**THE DATA:**
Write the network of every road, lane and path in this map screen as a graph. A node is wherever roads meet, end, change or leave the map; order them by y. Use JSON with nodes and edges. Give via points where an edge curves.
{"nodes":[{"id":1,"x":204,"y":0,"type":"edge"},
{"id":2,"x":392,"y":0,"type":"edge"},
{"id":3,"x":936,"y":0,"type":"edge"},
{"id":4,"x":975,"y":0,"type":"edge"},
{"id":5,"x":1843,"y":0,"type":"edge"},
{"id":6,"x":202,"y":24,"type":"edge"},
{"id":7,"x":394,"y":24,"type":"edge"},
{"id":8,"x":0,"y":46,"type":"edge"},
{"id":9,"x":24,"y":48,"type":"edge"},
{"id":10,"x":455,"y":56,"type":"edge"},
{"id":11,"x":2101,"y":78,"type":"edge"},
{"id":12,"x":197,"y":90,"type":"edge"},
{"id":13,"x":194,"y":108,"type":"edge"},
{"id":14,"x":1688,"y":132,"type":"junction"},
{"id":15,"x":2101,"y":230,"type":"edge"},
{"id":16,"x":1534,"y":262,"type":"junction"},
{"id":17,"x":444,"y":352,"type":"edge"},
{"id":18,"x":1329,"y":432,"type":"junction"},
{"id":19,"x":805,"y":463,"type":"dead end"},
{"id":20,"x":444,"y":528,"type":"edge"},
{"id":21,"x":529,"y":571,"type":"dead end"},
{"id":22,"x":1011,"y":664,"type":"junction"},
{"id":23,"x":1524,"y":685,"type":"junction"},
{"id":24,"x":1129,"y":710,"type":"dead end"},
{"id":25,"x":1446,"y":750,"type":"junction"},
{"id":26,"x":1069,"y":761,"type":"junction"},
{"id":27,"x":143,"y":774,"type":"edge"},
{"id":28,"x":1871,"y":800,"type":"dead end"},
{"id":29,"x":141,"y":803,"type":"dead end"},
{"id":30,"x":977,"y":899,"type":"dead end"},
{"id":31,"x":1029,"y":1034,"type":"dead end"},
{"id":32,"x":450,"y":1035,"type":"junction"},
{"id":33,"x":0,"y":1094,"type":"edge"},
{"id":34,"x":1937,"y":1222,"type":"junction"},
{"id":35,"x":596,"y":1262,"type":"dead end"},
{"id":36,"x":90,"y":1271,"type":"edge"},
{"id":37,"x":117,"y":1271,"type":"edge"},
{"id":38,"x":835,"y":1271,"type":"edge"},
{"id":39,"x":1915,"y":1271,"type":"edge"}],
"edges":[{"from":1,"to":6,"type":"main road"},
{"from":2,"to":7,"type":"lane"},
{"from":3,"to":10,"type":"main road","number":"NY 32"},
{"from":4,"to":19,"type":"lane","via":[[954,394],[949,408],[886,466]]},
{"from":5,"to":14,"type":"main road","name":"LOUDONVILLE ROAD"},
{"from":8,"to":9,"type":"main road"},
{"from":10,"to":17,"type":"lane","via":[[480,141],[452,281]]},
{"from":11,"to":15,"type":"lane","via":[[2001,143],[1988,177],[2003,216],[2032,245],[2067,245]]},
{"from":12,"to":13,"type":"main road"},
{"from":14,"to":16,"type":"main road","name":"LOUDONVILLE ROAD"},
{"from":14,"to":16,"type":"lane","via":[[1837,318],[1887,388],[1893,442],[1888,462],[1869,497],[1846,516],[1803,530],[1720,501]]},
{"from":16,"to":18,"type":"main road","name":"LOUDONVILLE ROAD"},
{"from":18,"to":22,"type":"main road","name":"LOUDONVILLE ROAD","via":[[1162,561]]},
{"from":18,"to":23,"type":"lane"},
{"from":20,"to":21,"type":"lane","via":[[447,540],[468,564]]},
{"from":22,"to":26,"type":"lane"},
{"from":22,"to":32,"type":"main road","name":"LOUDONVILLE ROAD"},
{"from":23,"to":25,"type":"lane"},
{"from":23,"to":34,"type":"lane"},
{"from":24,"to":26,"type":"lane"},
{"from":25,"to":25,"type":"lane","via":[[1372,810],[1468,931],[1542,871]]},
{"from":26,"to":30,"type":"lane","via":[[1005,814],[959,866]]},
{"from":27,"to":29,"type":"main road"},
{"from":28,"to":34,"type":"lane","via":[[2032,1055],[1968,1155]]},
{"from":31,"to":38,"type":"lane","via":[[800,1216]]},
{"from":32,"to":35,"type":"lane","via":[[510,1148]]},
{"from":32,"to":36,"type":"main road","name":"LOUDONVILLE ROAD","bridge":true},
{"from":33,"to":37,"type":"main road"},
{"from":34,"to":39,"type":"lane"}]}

**WHAT YOU WILL DO:** The response should consist of the entries, retyped exactly and in full.

**RESPONSE TO THE TASK:**
Write the network of every road, lane and path in this map screen as a graph. A node is wherever roads meet, end, change or leave the map; order them by y. Use JSON with nodes and edges. Give via points where an edge curves.
{"nodes":[{"id":1,"x":204,"y":0,"type":"edge"},
{"id":2,"x":392,"y":0,"type":"edge"},
{"id":3,"x":936,"y":0,"type":"edge"},
{"id":4,"x":975,"y":0,"type":"edge"},
{"id":5,"x":1843,"y":0,"type":"edge"},
{"id":6,"x":202,"y":24,"type":"edge"},
{"id":7,"x":394,"y":24,"type":"edge"},
{"id":8,"x":0,"y":46,"type":"edge"},
{"id":9,"x":24,"y":48,"type":"edge"},
{"id":10,"x":455,"y":56,"type":"edge"},
{"id":11,"x":2101,"y":78,"type":"edge"},
{"id":12,"x":197,"y":90,"type":"edge"},
{"id":13,"x":194,"y":108,"type":"edge"},
{"id":14,"x":1688,"y":132,"type":"junction"},
{"id":15,"x":2101,"y":230,"type":"edge"},
{"id":16,"x":1534,"y":262,"type":"junction"},
{"id":17,"x":444,"y":352,"type":"edge"},
{"id":18,"x":1329,"y":432,"type":"junction"},
{"id":19,"x":805,"y":463,"type":"dead end"},
{"id":20,"x":444,"y":528,"type":"edge"},
{"id":21,"x":529,"y":571,"type":"dead end"},
{"id":22,"x":1011,"y":664,"type":"junction"},
{"id":23,"x":1524,"y":685,"type":"junction"},
{"id":24,"x":1129,"y":710,"type":"dead end"},
{"id":25,"x":1446,"y":750,"type":"junction"},
{"id":26,"x":1069,"y":761,"type":"junction"},
{"id":27,"x":143,"y":774,"type":"edge"},
{"id":28,"x":1871,"y":800,"type":"dead end"},
{"id":29,"x":141,"y":803,"type":"dead end"},
{"id":30,"x":977,"y":899,"type":"dead end"},
{"id":31,"x":1029,"y":1034,"type":"dead end"},
{"id":32,"x":450,"y":1035,"type":"junction"},
{"id":33,"x":0,"y":1094,"type":"edge"},
{"id":34,"x":1937,"y":1222,"type":"junction"},
{"id":35,"x":596,"y":1262,"type":"dead end"},
{"id":36,"x":90,"y":1271,"type":"edge"},
{"id":37,"x":117,"y":1271,"type":"edge"},
{"id":38,"x":835,"y":1271,"type":"edge"},
{"id":39,"x":1915,"y":1271,"type":"edge"}],
"edges":[{"from":1,"to":6,"type":"main road"},
{"from":2,"to":7,"type":"lane"},
{"from":3,"to":10,"type":"main road","number":"NY 32"},
{"from":4,"to":19,"type":"lane","via":[[954,394],[949,408],[886,466]]},
{"from":5,"to":14,"type":"main road","name":"LOUDONVILLE ROAD"},
{"from":8,"to":9,"type":"main road"},
{"from":10,"to":17,"type":"lane","via":[[480,141],[452,281]]},
{"from":11,"to":15,"type":"lane","via":[[2001,143],[1988,177],[2003,216],[2032,245],[2067,245]]},
{"from":12,"to":13,"type":"main road"},
{"from":14,"to":16,"type":"main road","name":"LOUDONVILLE ROAD"},
{"from":14,"to":16,"type":"lane","via":[[1837,318],[1887,388],[1893,442],[1888,462],[1869,497],[1846,516],[1803,530],[1720,501]]},
{"from":16,"to":18,"type":"main road","name":"LOUDONVILLE ROAD"},
{"from":18,"to":22,"type":"main road","name":"LOUDONVILLE ROAD","via":[[1162,561]]},
{"from":18,"to":23,"type":"lane"},
{"from":20,"to":21,"type":"lane","via":[[447,540],[468,564]]},
{"from":22,"to":26,"type":"lane"},
{"from":22,"to":32,"type":"main road","name":"LOUDONVILLE ROAD"},
{"from":23,"to":25,"type":"lane"},
{"from":23,"to":34,"type":"lane"},
{"from":24,"to":26,"type":"lane"},
{"from":25,"to":25,"type":"lane","via":[[1372,810],[1468,931],[1542,871]]},
{"from":26,"to":30,"type":"lane","via":[[1005,814],[959,866]]},
{"from":27,"to":29,"type":"main road"},
{"from":28,"to":34,"type":"lane","via":[[2032,1055],[1968,1155]]},
{"from":31,"to":38,"type":"lane","via":[[800,1216]]},
{"from":32,"to":35,"type":"lane","via":[[510,1148]]},
{"from":32,"to":36,"type":"main road","name":"LOUDONVILLE ROAD","bridge":true},
{"from":33,"to":37,"type":"main road"},
{"from":34,"to":39,"type":"lane"}]}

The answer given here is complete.